-------- Records to process --------
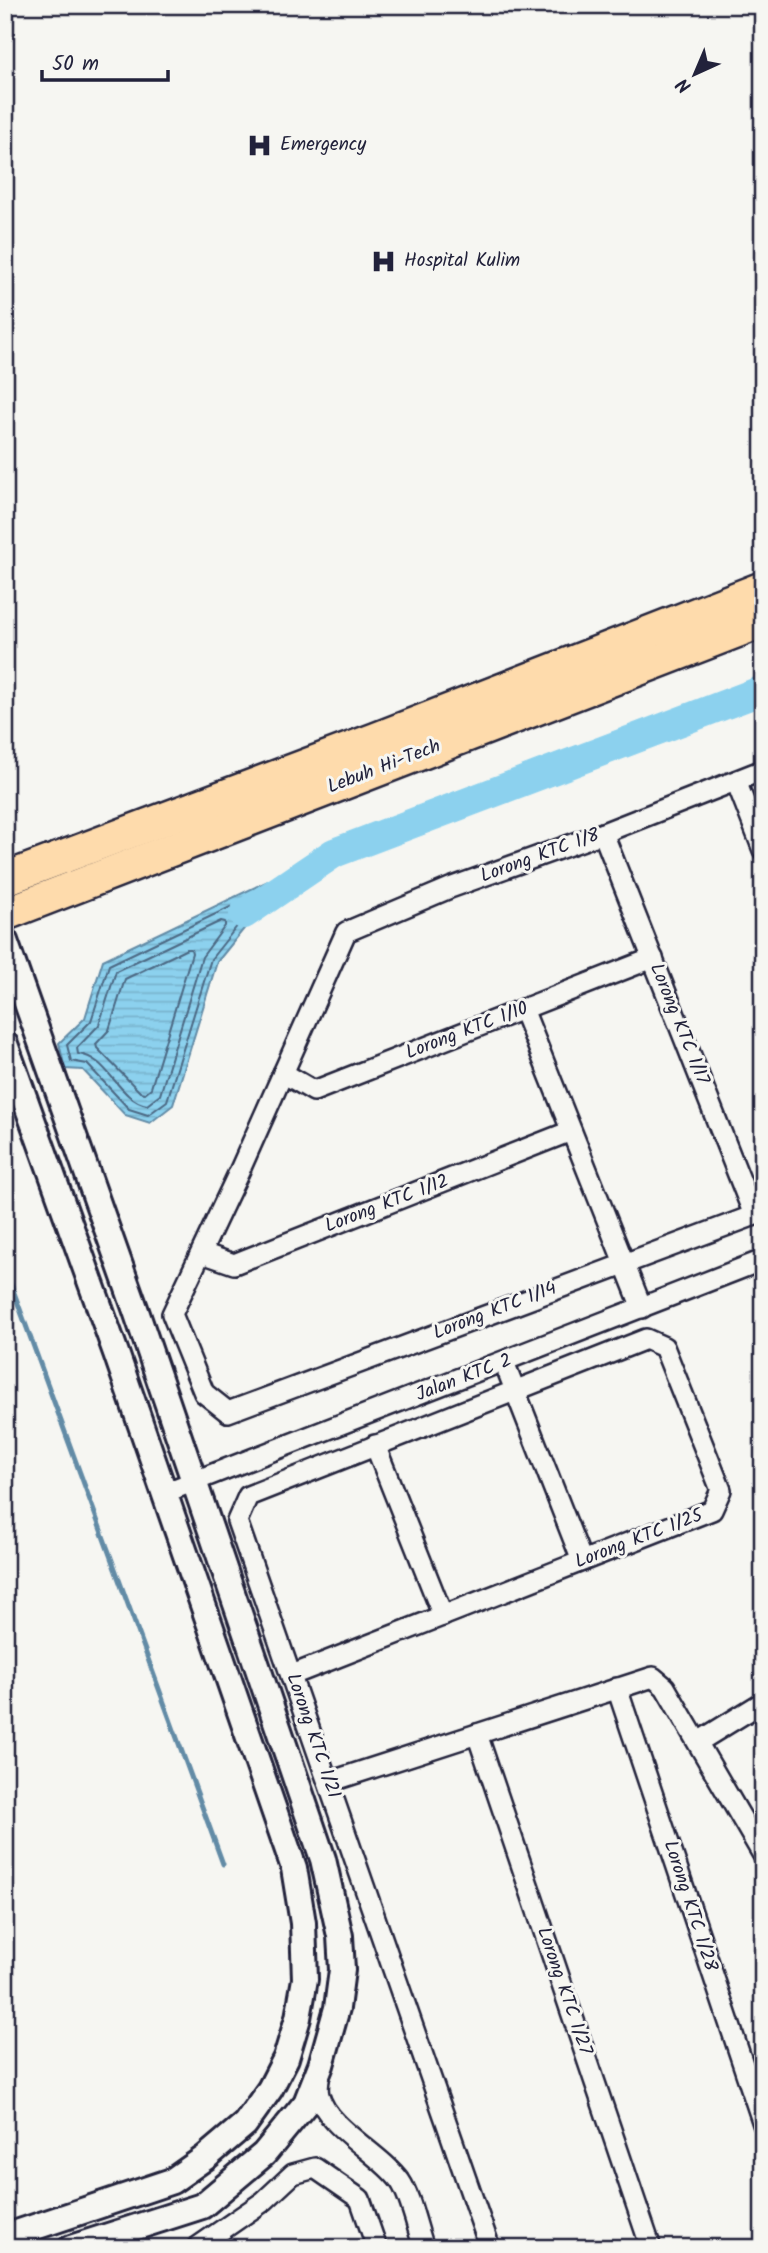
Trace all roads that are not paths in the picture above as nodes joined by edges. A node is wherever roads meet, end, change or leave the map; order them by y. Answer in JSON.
{"nodes":[{"id":1,"x":763,"y":588,"type":"edge"},
{"id":2,"x":763,"y":621,"type":"edge"},
{"id":3,"x":379,"y":746,"type":"junction"},
{"id":4,"x":763,"y":771,"type":"edge"},
{"id":5,"x":736,"y":781,"type":"junction"},
{"id":6,"x":603,"y":833,"type":"junction"},
{"id":7,"x":763,"y":850,"type":"edge"},
{"id":8,"x":5,"y":879,"type":"edge"},
{"id":9,"x":5,"y":914,"type":"edge"},
{"id":10,"x":5,"y":941,"type":"edge"},
{"id":11,"x":653,"y":958,"type":"junction"},
{"id":12,"x":523,"y":1009,"type":"junction"},
{"id":13,"x":5,"y":1044,"type":"edge"},
{"id":14,"x":283,"y":1073,"type":"junction"},
{"id":15,"x":572,"y":1131,"type":"junction"},
{"id":16,"x":759,"y":1213,"type":"edge"},
{"id":17,"x":202,"y":1253,"type":"junction"},
{"id":18,"x":763,"y":1260,"type":"edge"},
{"id":19,"x":624,"y":1262,"type":"junction"},
{"id":20,"x":642,"y":1308,"type":"junction"},
{"id":21,"x":503,"y":1363,"type":"junction"},
{"id":22,"x":514,"y":1391,"type":"junction"},
{"id":23,"x":375,"y":1446,"type":"junction"},
{"id":24,"x":193,"y":1482,"type":"junction"},
{"id":25,"x":164,"y":1493,"type":"junction"},
{"id":26,"x":582,"y":1561,"type":"junction"},
{"id":27,"x":443,"y":1616,"type":"junction"},
{"id":28,"x":292,"y":1675,"type":"junction"},
{"id":29,"x":617,"y":1688,"type":"junction"},
{"id":30,"x":763,"y":1702,"type":"edge"},
{"id":31,"x":477,"y":1734,"type":"junction"},
{"id":32,"x":698,"y":1742,"type":"junction"},
{"id":33,"x":329,"y":1782,"type":"junction"},
{"id":34,"x":761,"y":1850,"type":"edge"},
{"id":35,"x":321,"y":2065,"type":"junction"},
{"id":36,"x":335,"y":2121,"type":"junction"},
{"id":37,"x":290,"y":2123,"type":"junction"},
{"id":38,"x":763,"y":2124,"type":"edge"},
{"id":39,"x":5,"y":2237,"type":"edge"},
{"id":40,"x":199,"y":2247,"type":"edge"},
{"id":41,"x":71,"y":2248,"type":"edge"},
{"id":42,"x":377,"y":2248,"type":"edge"},
{"id":43,"x":424,"y":2248,"type":"edge"},
{"id":44,"x":489,"y":2248,"type":"edge"},
{"id":45,"x":650,"y":2248,"type":"edge"}],
"edges":[{"from":1,"to":3,"type":"main road","name":"Lebuh Hi-Tech"},
{"from":2,"to":3,"type":"main road","name":"Lebuh Hi-Tech"},
{"from":3,"to":8,"type":"main road","name":"Lebuh Hi-Tech"},
{"from":3,"to":9,"type":"main road","name":"Lebuh Hi-Tech"},
{"from":4,"to":5,"type":"street","name":"Lorong KTC 1/8"},
{"from":5,"to":6,"type":"street","name":"Lorong KTC 1/8"},
{"from":5,"to":7,"type":"street"},
{"from":6,"to":11,"type":"street","name":"Lorong KTC 1/17"},
{"from":6,"to":14,"type":"street","name":"Lorong KTC 1/8"},
{"from":10,"to":24,"type":"street"},
{"from":11,"to":12,"type":"street","name":"Lorong KTC 1/10"},
{"from":11,"to":16,"type":"street","name":"Lorong KTC 1/17"},
{"from":12,"to":14,"type":"street","name":"Lorong KTC 1/10"},
{"from":12,"to":15,"type":"street"},
{"from":13,"to":25,"type":"street"},
{"from":14,"to":17,"type":"street"},
{"from":15,"to":17,"type":"street","name":"Lorong KTC 1/12"},
{"from":15,"to":19,"type":"street"},
{"from":16,"to":19,"type":"street","name":"Lorong KTC 1/14"},
{"from":17,"to":19,"type":"street","name":"Lorong KTC 1/14"},
{"from":18,"to":20,"type":"street","name":"Jalan KTC 2"},
{"from":19,"to":20,"type":"street"},
{"from":20,"to":21,"type":"street","name":"Jalan KTC 2"},
{"from":21,"to":22,"type":"street"},
{"from":21,"to":24,"type":"street","name":"Jalan KTC 2"},
{"from":22,"to":23,"type":"street","name":"Lorong KTC 1/21"},
{"from":22,"to":26,"type":"street"},
{"from":22,"to":26,"type":"street","name":"Lorong KTC 1/25"},
{"from":23,"to":27,"type":"street"},
{"from":23,"to":28,"type":"street","name":"Lorong KTC 1/21"},
{"from":24,"to":25,"type":"street","name":"Jalan KTC 2"},
{"from":24,"to":35,"type":"street"},
{"from":25,"to":39,"type":"street"},
{"from":26,"to":27,"type":"street","name":"Lorong KTC 1/25"},
{"from":27,"to":28,"type":"street","name":"Lorong KTC 1/25"},
{"from":28,"to":33,"type":"street","name":"Lorong KTC 1/21"},
{"from":29,"to":31,"type":"street"},
{"from":29,"to":32,"type":"street"},
{"from":29,"to":38,"type":"street","name":"Lorong KTC 1/28"},
{"from":30,"to":32,"type":"street"},
{"from":31,"to":33,"type":"street"},
{"from":31,"to":45,"type":"street","name":"Lorong KTC 1/27"},
{"from":32,"to":34,"type":"street"},
{"from":33,"to":44,"type":"street","name":"Lorong KTC 1/21"},
{"from":35,"to":36,"type":"street"},
{"from":35,"to":37,"type":"street"},
{"from":36,"to":37,"type":"street"},
{"from":36,"to":43,"type":"street"},
{"from":37,"to":41,"type":"street"},
{"from":40,"to":42,"type":"street"}]}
--------
_Aim of the exercise_:
Please state how many lines in the entries include the string "edges", giving no more than the number.

_Worked solution_:
2